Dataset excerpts
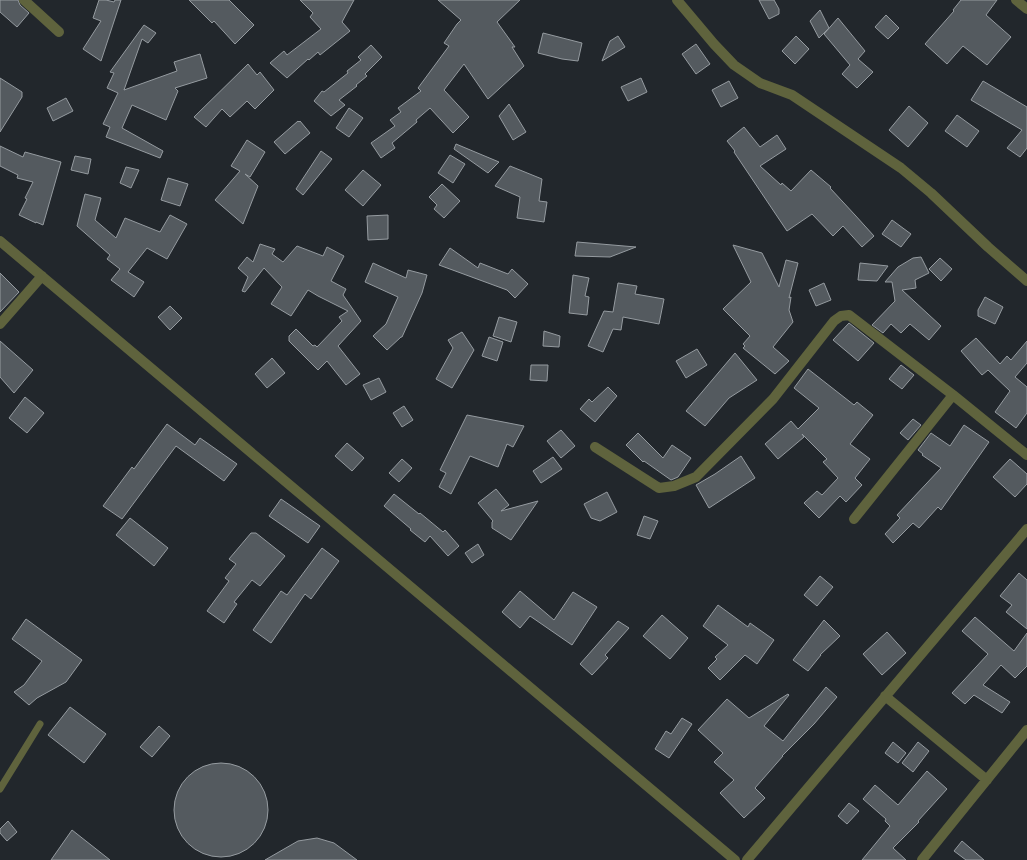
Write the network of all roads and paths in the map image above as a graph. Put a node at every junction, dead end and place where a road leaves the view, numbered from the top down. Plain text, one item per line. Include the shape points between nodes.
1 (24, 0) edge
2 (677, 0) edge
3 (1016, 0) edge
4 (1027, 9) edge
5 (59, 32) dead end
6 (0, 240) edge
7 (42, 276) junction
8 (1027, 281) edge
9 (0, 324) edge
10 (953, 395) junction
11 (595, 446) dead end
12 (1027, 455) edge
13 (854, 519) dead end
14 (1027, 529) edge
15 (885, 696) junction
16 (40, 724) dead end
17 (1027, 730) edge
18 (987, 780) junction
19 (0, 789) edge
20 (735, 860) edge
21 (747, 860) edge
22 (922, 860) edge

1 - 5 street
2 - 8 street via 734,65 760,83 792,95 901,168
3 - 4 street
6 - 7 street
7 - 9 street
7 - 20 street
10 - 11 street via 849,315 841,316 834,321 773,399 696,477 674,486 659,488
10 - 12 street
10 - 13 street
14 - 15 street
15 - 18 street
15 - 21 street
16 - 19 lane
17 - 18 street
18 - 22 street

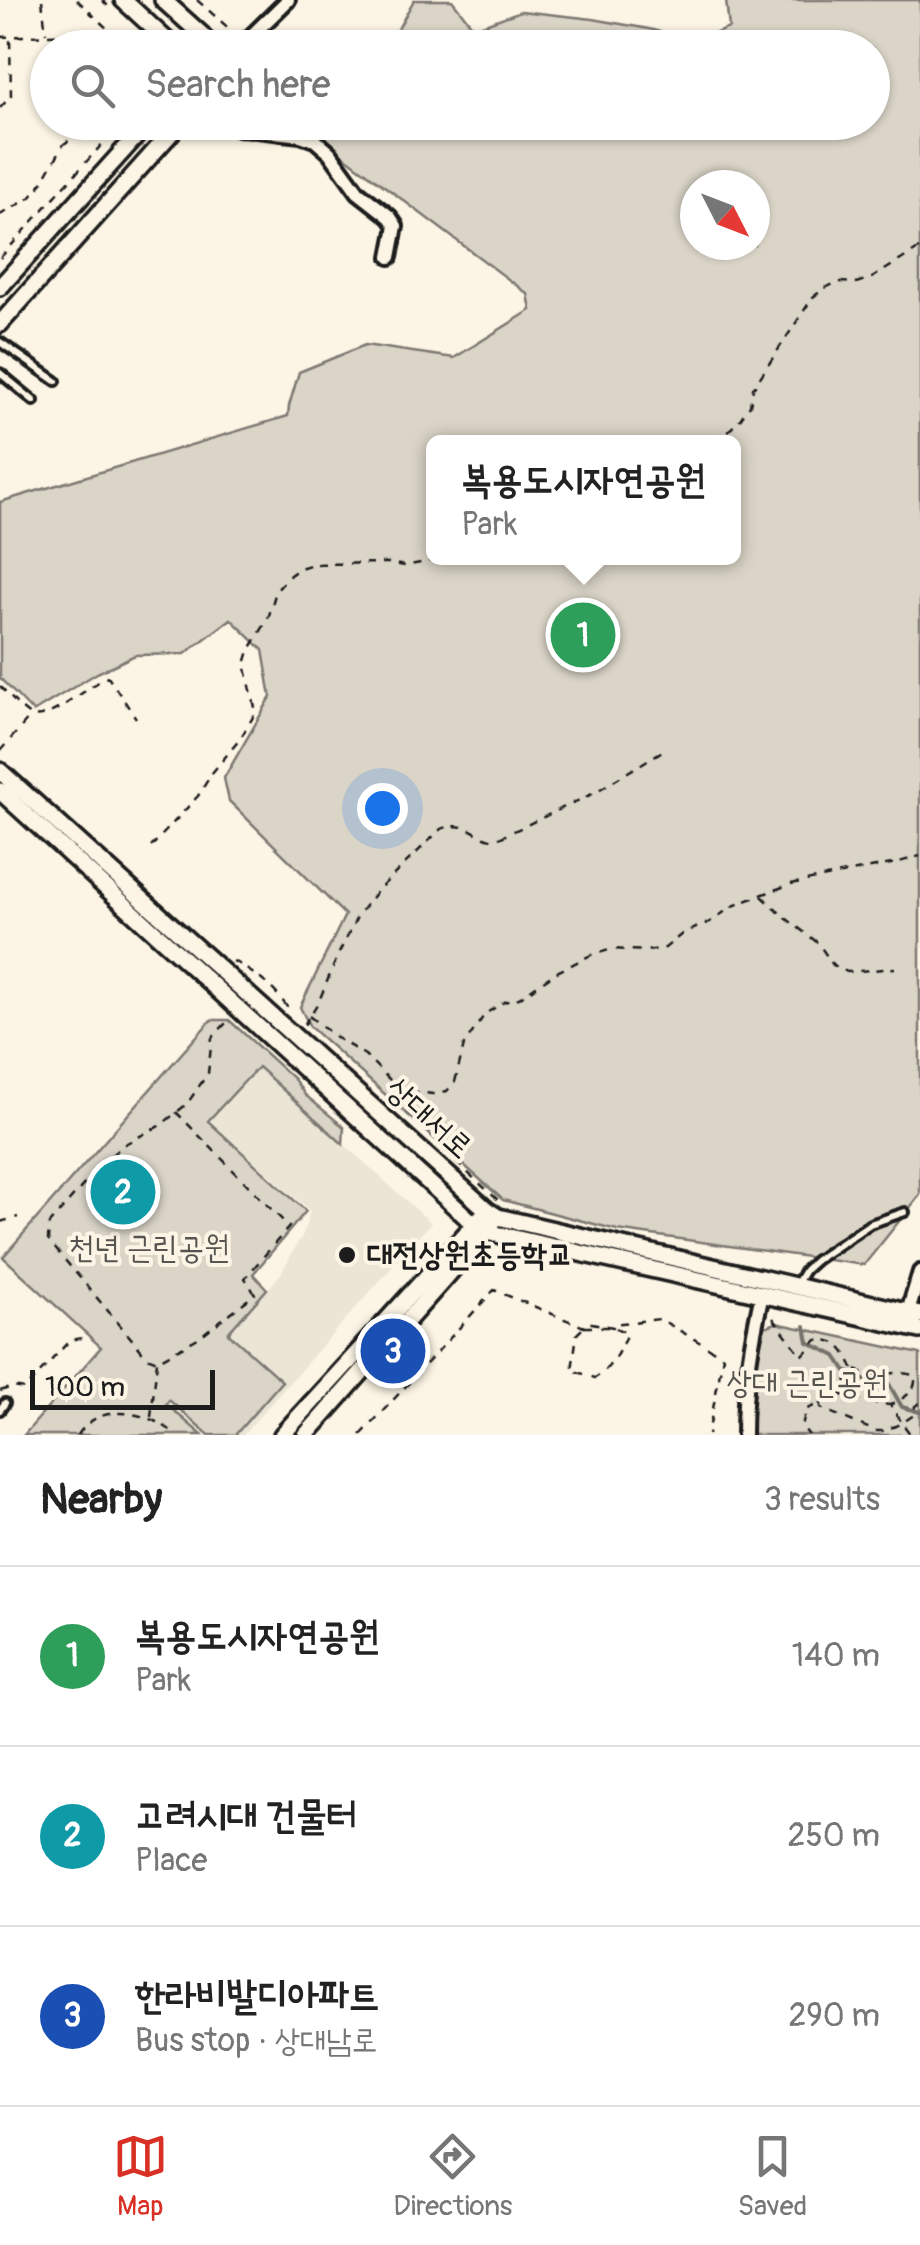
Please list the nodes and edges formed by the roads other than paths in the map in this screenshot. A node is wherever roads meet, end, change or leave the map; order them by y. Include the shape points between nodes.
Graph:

- What the task asks:
Each line from the one with "Please list the" through the end of the entries above is to be returned word for word. Nothing else belongs in the answer.

- Written solution:
Please list the nodes and edges formed by the roads other than paths in the map in this screenshot. A node is wherever roads meet, end, change or leave the map; order them by y. Include the shape points between nodes.
Graph:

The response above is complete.